Онъ вдругъ быстро повертывается и уходитъ.

Надсмотрщику стоитъ не мало труда возстановить спокойствiе въ столовой. Онъ встаетъ изъ-за стола и, обращаясь къ повару, сцрашиваетъ.

- Нетъ, - возражаетъ Полли. - Великiй Боже! Какъ, неужели я бы могъ сделать что-либо подобное! За кого же вы меня считаете? Я сварилъ его отдельно, въ отдельной посудине.

Исторiя со свареннымъ пальцемъ служитъ въ теченiе целаго вечера неизсякаемымъ источникомъ веселья. Все спорятъ и смеются, какъ безумные, и на долю повара выпадаетъ такой трiумфъ, какого ему еще никогда въ жизни не приходилось праздновать.

Но Закхей исчезъ.

Закхей ушелъ въ прерiю. Непогода все еще продолжалась, и въ прерiи негде было укрыться отъ дождя. Но Закхей все шелъ, дальше и дальше углубляясь въ прерiю. Его раненая рука была повязана, и онъ старался, насколько было возможно, защитить ее отъ дождя.

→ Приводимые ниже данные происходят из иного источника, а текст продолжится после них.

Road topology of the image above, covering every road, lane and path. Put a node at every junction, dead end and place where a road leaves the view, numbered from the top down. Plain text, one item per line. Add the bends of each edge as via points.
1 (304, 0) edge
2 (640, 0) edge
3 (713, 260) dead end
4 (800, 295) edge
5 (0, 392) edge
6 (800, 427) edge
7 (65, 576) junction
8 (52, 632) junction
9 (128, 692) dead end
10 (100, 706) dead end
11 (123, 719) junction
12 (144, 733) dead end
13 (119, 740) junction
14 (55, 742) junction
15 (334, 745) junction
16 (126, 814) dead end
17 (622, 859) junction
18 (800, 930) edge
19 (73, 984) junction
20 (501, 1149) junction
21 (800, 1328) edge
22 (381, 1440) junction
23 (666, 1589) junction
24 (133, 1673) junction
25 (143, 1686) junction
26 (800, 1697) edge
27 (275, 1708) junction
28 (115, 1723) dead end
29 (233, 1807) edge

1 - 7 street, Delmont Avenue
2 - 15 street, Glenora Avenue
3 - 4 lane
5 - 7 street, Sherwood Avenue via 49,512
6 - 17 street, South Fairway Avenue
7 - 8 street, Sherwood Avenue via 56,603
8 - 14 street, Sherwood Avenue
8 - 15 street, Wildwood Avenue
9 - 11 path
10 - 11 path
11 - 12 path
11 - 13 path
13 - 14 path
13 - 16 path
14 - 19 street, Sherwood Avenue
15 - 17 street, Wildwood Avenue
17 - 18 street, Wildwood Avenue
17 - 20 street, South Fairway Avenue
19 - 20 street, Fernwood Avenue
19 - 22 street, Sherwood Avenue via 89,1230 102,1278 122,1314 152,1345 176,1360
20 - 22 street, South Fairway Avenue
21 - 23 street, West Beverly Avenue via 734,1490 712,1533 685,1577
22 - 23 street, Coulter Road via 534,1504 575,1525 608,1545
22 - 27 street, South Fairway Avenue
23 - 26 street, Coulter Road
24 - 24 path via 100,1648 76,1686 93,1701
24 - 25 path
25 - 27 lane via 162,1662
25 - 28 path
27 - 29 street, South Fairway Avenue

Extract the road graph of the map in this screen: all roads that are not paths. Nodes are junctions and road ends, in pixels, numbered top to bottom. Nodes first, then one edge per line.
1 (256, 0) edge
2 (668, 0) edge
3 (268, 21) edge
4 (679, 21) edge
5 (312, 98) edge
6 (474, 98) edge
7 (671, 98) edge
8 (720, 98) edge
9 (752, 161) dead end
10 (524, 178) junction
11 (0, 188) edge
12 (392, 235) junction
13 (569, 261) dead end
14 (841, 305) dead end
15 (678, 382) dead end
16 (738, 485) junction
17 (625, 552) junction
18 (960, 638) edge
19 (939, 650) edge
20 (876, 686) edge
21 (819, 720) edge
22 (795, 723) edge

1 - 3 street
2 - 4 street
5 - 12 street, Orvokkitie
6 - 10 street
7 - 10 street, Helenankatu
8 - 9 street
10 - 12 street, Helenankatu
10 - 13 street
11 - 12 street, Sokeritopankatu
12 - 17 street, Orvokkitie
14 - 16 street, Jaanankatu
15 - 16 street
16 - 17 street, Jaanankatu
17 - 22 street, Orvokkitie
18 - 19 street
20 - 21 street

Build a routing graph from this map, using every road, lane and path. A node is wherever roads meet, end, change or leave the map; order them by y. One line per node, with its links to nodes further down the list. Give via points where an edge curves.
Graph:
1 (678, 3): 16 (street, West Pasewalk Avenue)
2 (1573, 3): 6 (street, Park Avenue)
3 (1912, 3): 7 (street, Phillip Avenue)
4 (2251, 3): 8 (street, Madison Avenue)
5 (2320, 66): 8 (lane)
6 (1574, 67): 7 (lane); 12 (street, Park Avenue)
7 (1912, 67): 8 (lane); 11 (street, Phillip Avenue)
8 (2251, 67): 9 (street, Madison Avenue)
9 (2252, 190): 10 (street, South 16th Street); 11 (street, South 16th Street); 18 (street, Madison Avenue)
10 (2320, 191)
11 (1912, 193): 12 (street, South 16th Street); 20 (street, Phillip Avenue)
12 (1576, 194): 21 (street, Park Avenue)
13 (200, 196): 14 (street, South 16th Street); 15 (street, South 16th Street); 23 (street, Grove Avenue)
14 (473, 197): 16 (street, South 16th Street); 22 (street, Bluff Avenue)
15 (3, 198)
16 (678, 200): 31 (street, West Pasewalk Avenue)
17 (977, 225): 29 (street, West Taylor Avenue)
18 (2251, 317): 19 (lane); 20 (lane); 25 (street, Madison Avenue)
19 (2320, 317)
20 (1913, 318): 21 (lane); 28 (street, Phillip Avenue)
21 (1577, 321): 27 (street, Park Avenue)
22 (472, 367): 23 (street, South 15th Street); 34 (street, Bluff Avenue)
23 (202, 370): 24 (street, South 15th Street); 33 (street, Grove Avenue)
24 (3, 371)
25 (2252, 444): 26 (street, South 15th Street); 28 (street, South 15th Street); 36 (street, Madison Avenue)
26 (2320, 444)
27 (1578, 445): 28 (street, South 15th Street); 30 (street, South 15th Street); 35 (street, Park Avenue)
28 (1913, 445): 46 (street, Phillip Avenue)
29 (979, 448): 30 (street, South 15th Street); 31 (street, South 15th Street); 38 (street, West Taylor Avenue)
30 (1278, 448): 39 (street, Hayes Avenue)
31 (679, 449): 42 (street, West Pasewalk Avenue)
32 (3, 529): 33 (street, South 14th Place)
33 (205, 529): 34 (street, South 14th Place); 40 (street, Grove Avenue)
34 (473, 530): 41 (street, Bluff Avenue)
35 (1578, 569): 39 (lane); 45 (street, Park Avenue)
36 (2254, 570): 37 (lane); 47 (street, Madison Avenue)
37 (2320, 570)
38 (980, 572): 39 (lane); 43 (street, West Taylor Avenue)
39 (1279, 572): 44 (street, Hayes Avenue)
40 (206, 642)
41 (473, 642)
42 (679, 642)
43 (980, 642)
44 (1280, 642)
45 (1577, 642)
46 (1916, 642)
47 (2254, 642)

Онъ ничего не замечаетъ и идетъ все дальше. Наступаютъ сумерки, онъ останавливается, вытаскиваетъ часы и при свете молнiи смотритъ на нихъ, а затемъ возвращается темъ же путемъ, какимъ шелъ. Тяжелыми, размеренными шагами идетъ онъ по пшеничнымъ полямъ, какъ будто съ особенной точностью высчитывая и время и разстоянiе. Около восьми часовъ онъ достигаетъ фермы.

На дворе совсемъ темно. Онъ слышитъ, чтовсе рабочiе собрались въ столовую ужинать, и когда онъ заглядываетъ въ окно, ему кажется, что онъ видитъ тамъ и повара, и что тотъ особенно весело настроенъ.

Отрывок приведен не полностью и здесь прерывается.